### Action item
Could you transcribe the records below exactly, leaving out every picture?

### Stored data entries
··········

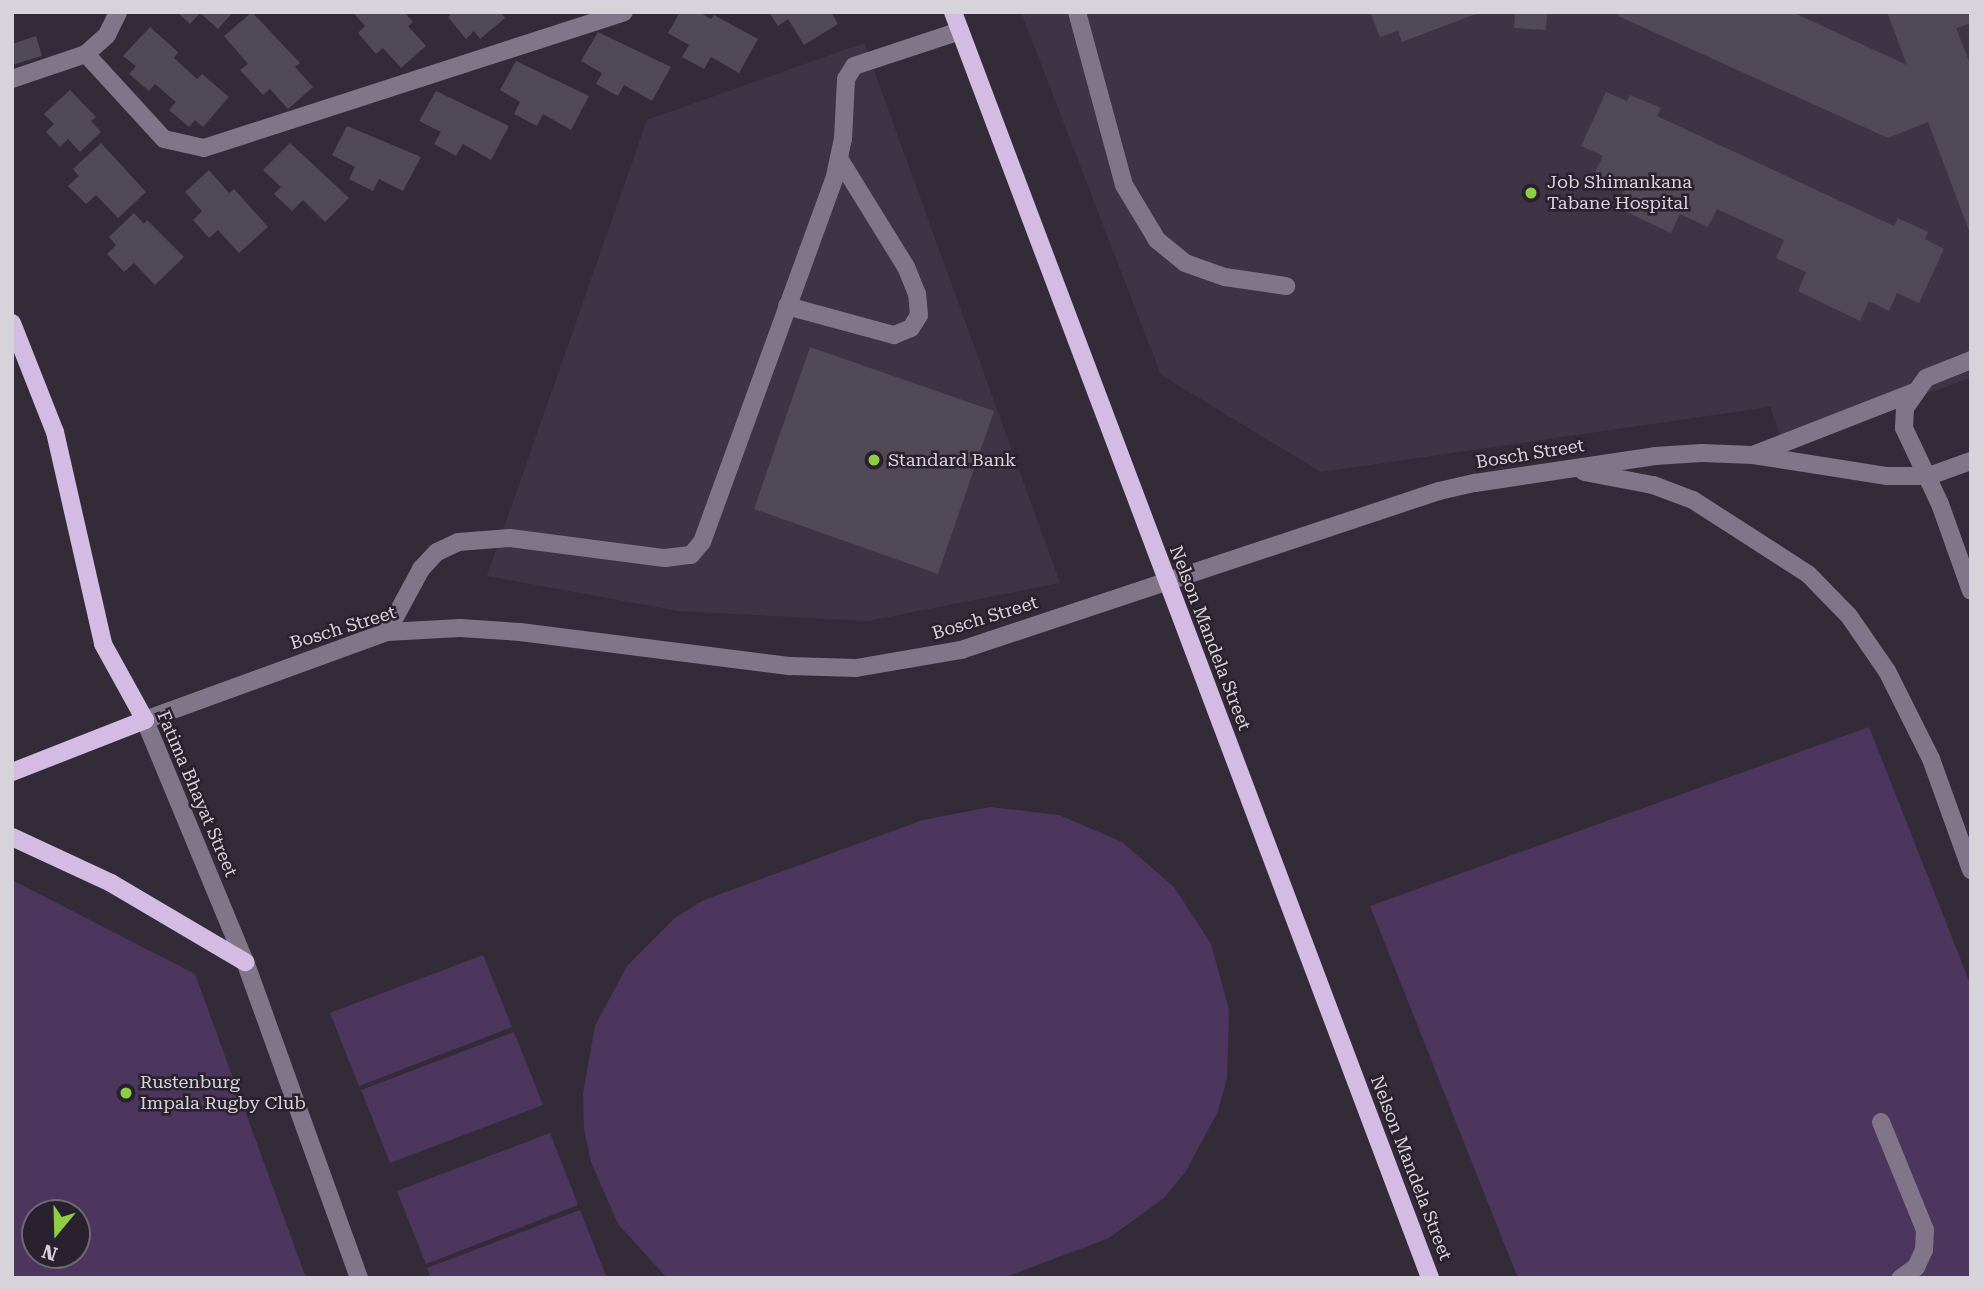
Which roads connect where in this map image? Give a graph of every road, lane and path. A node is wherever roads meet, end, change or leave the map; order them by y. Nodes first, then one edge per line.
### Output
1 (118, 12) edge
2 (624, 12) edge
3 (953, 12) edge
4 (1077, 12) edge
5 (960, 30) junction
6 (86, 54) junction
7 (12, 79) edge
8 (839, 160) junction
9 (1286, 286) dead end
10 (787, 306) junction
11 (12, 323) edge
12 (1971, 360) edge
13 (1912, 393) junction
14 (1753, 455) junction
15 (1971, 461) edge
16 (1569, 470) junction
17 (1929, 476) junction
18 (1966, 566) edge
19 (1165, 580) junction
20 (1971, 591) edge
21 (387, 632) junction
22 (145, 720) junction
23 (12, 772) edge
24 (12, 837) edge
25 (1971, 870) edge
26 (244, 962) junction
27 (1881, 1122) dead end
28 (359, 1278) edge
29 (1430, 1278) edge
30 (1901, 1278) edge

1 - 6 street
2 - 6 street
3 - 5 main road, Nelson Mandela Street
4 - 9 street
5 - 8 street
5 - 19 main road, Nelson Mandela Street
6 - 7 street
8 - 10 street
8 - 10 street
10 - 21 street
11 - 22 main road, Fatima Bhayat Street
12 - 13 street
13 - 14 street
13 - 17 street
14 - 16 street, Bosch Street
14 - 17 street, Bosch Street
15 - 17 street, Bosch Street
16 - 19 street, Bosch Street
16 - 25 street
17 - 18 street
18 - 20 street
19 - 21 street, Bosch Street
19 - 29 main road, Nelson Mandela Street
21 - 22 street, Bosch Street
22 - 23 main road, Bosch Street
22 - 26 street, Fatima Bhayat Street
24 - 26 main road
26 - 28 street, Fatima Bhayat Street
27 - 30 street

··········

### Task output
Which roads connect where in this map image? Give a graph of every road, lane and path. A node is wherever roads meet, end, change or leave the map; order them by y. Nodes first, then one edge per line.
### Output
1 (118, 12) edge
2 (624, 12) edge
3 (953, 12) edge
4 (1077, 12) edge
5 (960, 30) junction
6 (86, 54) junction
7 (12, 79) edge
8 (839, 160) junction
9 (1286, 286) dead end
10 (787, 306) junction
11 (12, 323) edge
12 (1971, 360) edge
13 (1912, 393) junction
14 (1753, 455) junction
15 (1971, 461) edge
16 (1569, 470) junction
17 (1929, 476) junction
18 (1966, 566) edge
19 (1165, 580) junction
20 (1971, 591) edge
21 (387, 632) junction
22 (145, 720) junction
23 (12, 772) edge
24 (12, 837) edge
25 (1971, 870) edge
26 (244, 962) junction
27 (1881, 1122) dead end
28 (359, 1278) edge
29 (1430, 1278) edge
30 (1901, 1278) edge

1 - 6 street
2 - 6 street
3 - 5 main road, Nelson Mandela Street
4 - 9 street
5 - 8 street
5 - 19 main road, Nelson Mandela Street
6 - 7 street
8 - 10 street
8 - 10 street
10 - 21 street
11 - 22 main road, Fatima Bhayat Street
12 - 13 street
13 - 14 street
13 - 17 street
14 - 16 street, Bosch Street
14 - 17 street, Bosch Street
15 - 17 street, Bosch Street
16 - 19 street, Bosch Street
16 - 25 street
17 - 18 street
18 - 20 street
19 - 21 street, Bosch Street
19 - 29 main road, Nelson Mandela Street
21 - 22 street, Bosch Street
22 - 23 main road, Bosch Street
22 - 26 street, Fatima Bhayat Street
24 - 26 main road
26 - 28 street, Fatima Bhayat Street
27 - 30 street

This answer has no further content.